══ EXTRACTED RECORDS ══

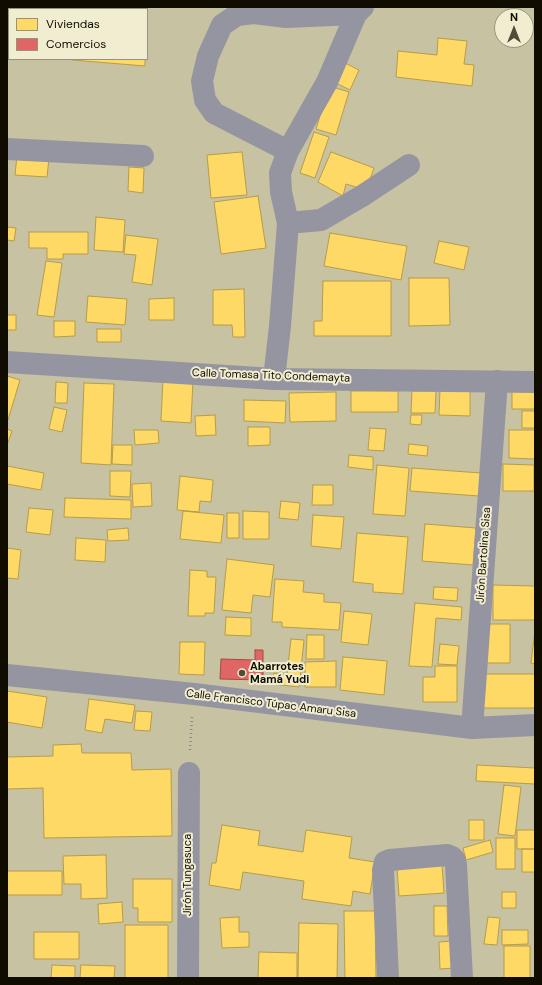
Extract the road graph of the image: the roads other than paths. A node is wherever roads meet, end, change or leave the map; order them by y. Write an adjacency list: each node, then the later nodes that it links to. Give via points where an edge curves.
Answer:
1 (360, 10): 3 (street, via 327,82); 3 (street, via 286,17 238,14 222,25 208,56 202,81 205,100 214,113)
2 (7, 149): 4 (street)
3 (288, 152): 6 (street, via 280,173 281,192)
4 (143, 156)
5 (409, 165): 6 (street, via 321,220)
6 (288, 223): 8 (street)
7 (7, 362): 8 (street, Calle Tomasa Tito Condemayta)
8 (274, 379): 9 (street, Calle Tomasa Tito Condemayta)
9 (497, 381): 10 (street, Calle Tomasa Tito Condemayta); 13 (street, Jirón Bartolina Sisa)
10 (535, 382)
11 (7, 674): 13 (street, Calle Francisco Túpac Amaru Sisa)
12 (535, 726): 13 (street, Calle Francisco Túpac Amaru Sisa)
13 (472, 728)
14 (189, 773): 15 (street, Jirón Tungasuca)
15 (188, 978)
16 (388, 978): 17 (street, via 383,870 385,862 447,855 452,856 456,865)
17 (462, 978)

═══

◆ **WHAT NEEDS TO BE DONE**: Write out each entry exactly, images excluded.

◆ **TASK RESULT**:
Extract the road graph of the image: the roads other than paths. A node is wherever roads meet, end, change or leave the map; order them by y. Write an adjacency list: each node, then the later nodes that it links to. Give via points where an edge curves.
Answer:
1 (360, 10): 3 (street, via 327,82); 3 (street, via 286,17 238,14 222,25 208,56 202,81 205,100 214,113)
2 (7, 149): 4 (street)
3 (288, 152): 6 (street, via 280,173 281,192)
4 (143, 156)
5 (409, 165): 6 (street, via 321,220)
6 (288, 223): 8 (street)
7 (7, 362): 8 (street, Calle Tomasa Tito Condemayta)
8 (274, 379): 9 (street, Calle Tomasa Tito Condemayta)
9 (497, 381): 10 (street, Calle Tomasa Tito Condemayta); 13 (street, Jirón Bartolina Sisa)
10 (535, 382)
11 (7, 674): 13 (street, Calle Francisco Túpac Amaru Sisa)
12 (535, 726): 13 (street, Calle Francisco Túpac Amaru Sisa)
13 (472, 728)
14 (189, 773): 15 (street, Jirón Tungasuca)
15 (188, 978)
16 (388, 978): 17 (street, via 383,870 385,862 447,855 452,856 456,865)
17 (462, 978)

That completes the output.